Collect from the data below each line with "roads".

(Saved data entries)
>>>>>

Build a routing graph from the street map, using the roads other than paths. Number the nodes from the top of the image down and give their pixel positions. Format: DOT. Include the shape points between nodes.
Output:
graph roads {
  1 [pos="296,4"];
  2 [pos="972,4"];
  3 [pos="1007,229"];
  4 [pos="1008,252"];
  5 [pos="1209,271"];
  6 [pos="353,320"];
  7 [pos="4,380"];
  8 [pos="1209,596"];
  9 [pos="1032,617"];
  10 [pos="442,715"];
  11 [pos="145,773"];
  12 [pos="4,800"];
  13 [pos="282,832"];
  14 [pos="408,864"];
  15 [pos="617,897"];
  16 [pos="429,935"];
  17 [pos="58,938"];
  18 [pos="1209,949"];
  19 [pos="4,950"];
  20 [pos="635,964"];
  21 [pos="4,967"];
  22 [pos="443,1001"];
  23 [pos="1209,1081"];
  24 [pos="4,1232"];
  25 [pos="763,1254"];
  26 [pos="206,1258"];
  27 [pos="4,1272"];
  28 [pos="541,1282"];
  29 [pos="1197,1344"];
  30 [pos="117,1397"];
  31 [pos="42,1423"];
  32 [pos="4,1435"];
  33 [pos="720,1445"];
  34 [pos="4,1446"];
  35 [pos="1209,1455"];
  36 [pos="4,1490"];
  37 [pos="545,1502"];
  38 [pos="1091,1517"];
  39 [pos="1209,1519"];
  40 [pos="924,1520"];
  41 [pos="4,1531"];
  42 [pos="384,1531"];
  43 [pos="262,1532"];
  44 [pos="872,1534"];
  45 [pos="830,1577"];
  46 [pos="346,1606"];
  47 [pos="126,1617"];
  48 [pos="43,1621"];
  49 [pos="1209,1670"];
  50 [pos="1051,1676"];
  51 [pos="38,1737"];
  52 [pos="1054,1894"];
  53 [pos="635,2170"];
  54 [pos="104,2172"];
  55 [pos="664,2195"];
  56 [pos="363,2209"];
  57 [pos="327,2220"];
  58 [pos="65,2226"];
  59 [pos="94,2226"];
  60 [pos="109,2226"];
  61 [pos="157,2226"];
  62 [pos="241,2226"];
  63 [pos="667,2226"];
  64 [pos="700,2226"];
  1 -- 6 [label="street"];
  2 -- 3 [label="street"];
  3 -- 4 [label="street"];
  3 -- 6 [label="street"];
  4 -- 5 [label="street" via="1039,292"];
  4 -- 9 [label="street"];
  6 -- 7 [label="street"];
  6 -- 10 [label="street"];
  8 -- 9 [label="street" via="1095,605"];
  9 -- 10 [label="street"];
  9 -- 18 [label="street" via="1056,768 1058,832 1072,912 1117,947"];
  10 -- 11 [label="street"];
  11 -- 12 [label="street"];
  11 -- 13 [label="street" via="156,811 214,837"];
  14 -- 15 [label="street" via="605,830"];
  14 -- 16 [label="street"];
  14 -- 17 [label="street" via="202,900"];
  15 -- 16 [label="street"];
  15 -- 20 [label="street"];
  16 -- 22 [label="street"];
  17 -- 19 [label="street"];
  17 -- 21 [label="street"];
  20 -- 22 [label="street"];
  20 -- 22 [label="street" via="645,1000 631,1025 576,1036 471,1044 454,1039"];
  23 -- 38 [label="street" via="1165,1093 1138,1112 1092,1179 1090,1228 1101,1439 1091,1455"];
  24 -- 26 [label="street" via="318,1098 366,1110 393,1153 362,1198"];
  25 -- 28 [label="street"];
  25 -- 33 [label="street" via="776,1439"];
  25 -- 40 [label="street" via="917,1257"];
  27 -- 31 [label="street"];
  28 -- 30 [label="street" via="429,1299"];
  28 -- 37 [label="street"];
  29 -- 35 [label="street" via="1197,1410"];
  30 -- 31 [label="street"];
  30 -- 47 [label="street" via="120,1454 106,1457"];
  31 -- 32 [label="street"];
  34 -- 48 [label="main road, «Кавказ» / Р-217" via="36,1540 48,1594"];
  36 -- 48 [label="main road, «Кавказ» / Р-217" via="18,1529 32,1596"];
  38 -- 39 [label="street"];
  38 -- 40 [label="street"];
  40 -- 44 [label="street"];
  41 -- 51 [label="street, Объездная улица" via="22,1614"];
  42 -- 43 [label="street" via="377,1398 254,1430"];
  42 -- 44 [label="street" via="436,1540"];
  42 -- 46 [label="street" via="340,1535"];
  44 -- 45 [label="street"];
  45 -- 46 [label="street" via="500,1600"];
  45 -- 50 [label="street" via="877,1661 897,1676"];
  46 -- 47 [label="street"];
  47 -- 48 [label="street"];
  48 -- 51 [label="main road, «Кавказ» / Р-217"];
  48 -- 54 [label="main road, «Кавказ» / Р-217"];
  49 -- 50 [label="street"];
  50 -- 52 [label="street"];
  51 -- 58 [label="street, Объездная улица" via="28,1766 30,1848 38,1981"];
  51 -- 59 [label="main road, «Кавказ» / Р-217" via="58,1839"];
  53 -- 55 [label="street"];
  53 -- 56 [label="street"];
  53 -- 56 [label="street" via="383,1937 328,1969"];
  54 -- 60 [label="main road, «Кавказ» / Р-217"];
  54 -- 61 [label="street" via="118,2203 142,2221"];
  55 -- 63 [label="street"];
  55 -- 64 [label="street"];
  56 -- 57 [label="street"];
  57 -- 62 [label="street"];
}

<<<<<

Solution:
Build a routing graph from the street map, using the roads other than paths. Number the nodes from the top of the image down and give their pixel positions. Format: DOT. Include the shape points between nodes.
graph roads {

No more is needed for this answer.